------ Source material ------

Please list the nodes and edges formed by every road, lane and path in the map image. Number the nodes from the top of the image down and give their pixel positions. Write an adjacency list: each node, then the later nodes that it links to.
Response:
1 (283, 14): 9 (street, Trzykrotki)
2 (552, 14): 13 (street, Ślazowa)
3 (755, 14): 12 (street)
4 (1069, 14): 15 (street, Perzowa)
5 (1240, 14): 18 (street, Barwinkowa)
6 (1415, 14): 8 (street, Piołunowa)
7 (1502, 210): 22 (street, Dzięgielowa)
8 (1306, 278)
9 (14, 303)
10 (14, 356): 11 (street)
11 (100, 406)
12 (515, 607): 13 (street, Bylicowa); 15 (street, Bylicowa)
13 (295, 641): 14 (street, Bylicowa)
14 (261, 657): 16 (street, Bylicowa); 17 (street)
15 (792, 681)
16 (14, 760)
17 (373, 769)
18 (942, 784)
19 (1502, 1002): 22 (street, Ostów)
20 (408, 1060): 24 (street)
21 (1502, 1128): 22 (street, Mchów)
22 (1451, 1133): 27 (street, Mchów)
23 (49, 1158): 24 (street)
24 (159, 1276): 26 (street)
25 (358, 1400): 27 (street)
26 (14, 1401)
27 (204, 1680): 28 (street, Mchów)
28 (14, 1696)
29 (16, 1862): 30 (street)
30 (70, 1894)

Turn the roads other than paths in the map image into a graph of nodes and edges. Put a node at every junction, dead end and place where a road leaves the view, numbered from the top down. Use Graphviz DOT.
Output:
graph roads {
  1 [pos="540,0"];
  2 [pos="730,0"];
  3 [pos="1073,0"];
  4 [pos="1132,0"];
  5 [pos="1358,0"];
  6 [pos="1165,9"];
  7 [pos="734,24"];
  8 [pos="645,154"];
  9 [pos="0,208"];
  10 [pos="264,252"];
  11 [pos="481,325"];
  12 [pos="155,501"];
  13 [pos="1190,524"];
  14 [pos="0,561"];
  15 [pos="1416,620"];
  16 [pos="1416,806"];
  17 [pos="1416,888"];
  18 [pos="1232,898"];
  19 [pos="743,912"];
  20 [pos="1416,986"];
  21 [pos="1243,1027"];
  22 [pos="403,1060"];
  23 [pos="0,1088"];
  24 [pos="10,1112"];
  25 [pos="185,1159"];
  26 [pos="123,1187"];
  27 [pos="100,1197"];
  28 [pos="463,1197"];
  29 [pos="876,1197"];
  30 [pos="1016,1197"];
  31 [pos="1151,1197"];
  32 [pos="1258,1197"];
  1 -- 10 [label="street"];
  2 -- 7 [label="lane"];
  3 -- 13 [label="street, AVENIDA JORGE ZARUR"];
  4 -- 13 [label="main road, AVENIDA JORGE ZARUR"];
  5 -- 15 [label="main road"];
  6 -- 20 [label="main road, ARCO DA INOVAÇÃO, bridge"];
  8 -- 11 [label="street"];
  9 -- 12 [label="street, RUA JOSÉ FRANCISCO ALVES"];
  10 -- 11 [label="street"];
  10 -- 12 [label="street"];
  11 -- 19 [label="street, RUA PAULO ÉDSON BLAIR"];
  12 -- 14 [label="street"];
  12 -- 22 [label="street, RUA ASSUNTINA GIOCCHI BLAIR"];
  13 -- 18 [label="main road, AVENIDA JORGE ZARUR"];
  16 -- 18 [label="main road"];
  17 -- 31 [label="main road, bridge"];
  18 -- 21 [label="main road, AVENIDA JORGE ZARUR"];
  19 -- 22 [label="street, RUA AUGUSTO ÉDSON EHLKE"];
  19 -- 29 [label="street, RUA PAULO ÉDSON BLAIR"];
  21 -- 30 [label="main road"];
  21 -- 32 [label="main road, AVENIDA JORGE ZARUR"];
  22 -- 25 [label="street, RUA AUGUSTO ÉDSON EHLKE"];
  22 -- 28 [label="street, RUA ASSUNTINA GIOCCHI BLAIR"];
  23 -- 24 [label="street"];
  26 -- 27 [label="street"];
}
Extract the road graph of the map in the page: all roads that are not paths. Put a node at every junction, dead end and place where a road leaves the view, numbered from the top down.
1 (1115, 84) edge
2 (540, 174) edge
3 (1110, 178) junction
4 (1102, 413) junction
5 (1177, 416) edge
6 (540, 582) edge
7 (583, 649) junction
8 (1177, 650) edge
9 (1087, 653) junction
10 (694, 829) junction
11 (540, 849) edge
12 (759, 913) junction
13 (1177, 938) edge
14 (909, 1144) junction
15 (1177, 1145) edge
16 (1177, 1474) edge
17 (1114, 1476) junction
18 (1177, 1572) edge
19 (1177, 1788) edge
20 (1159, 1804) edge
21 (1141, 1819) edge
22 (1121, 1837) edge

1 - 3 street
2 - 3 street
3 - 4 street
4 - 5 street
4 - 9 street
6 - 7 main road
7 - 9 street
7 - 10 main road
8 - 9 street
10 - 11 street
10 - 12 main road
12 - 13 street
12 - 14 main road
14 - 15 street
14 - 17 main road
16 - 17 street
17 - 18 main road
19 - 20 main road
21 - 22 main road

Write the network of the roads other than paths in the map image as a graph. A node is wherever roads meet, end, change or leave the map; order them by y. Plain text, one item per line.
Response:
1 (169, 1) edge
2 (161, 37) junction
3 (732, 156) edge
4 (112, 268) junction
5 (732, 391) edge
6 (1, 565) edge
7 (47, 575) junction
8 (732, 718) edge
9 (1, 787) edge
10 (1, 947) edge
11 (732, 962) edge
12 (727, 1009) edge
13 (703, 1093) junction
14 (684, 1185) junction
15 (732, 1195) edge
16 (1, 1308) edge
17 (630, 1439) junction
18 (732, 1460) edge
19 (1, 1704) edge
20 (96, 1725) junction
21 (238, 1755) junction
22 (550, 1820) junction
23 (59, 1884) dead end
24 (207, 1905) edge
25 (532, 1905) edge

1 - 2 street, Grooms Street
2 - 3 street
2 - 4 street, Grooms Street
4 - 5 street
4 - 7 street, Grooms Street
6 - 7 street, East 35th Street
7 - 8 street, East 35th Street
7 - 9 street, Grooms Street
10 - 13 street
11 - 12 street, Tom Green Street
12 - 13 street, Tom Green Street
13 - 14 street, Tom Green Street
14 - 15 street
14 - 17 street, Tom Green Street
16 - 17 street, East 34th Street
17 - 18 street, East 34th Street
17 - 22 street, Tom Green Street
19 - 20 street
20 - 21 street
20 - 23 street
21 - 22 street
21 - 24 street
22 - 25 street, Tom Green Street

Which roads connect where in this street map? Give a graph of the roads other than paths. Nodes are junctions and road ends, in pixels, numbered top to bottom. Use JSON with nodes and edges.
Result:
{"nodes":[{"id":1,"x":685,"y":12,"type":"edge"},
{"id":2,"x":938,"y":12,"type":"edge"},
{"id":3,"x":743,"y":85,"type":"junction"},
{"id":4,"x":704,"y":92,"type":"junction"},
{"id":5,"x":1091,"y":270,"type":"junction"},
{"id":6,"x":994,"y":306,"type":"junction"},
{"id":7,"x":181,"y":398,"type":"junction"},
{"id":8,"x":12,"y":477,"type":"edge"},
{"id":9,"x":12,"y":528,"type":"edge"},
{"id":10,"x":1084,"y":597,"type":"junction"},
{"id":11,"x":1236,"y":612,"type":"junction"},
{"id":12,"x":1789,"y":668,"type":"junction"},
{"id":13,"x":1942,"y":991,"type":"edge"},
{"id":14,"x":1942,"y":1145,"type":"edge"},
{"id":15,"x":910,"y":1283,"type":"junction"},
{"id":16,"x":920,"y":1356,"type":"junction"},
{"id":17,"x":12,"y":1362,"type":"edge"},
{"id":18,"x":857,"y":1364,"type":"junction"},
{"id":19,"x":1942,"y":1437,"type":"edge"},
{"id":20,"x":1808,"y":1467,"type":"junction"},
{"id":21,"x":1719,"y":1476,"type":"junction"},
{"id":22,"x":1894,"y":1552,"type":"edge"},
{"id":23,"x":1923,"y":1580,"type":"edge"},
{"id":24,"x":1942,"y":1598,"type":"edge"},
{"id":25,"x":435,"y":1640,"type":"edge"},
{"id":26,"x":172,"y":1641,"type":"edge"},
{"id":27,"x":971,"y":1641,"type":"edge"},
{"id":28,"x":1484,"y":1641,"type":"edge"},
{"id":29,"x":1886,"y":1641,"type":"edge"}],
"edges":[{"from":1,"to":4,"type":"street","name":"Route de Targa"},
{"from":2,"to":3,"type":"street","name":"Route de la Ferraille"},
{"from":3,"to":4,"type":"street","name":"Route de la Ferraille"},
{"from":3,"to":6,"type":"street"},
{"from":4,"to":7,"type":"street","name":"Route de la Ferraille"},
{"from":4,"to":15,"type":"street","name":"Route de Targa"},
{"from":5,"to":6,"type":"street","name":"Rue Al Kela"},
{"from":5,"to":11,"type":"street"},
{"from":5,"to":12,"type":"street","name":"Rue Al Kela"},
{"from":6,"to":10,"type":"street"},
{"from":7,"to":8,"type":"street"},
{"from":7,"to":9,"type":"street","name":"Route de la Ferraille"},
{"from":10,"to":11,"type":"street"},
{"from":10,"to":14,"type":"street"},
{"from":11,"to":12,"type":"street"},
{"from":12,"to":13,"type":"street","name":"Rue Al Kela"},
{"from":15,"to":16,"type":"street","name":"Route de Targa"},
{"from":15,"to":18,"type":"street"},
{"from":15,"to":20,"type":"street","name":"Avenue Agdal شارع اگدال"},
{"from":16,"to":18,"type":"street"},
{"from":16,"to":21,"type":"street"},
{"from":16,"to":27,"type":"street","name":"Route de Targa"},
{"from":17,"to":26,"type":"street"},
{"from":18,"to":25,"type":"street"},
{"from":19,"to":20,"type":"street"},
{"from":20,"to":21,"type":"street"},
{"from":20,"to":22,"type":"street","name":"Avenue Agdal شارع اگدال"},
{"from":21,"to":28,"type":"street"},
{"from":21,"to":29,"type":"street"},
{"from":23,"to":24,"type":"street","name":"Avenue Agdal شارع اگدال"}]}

------

_Problem to work on:_ Show each line of the material holding "nodes".

_Your solution:_
Please list the nodes and edges formed by every road, lane and path in the map image. Number the nodes from the top of the image down and give their pixel positions. Write an adjacency list: each node, then the later nodes that it links to.
Turn the roads other than paths in the map image into a graph of nodes and edges. Put a node at every junction, dead end and place where a road leaves the view, numbered from the top down. Use Graphviz DOT.
Which roads connect where in this street map? Give a graph of the roads other than paths. Nodes are junctions and road ends, in pixels, numbered top to bottom. Use JSON with nodes and edges.
{"nodes":[{"id":1,"x":685,"y":12,"type":"edge"},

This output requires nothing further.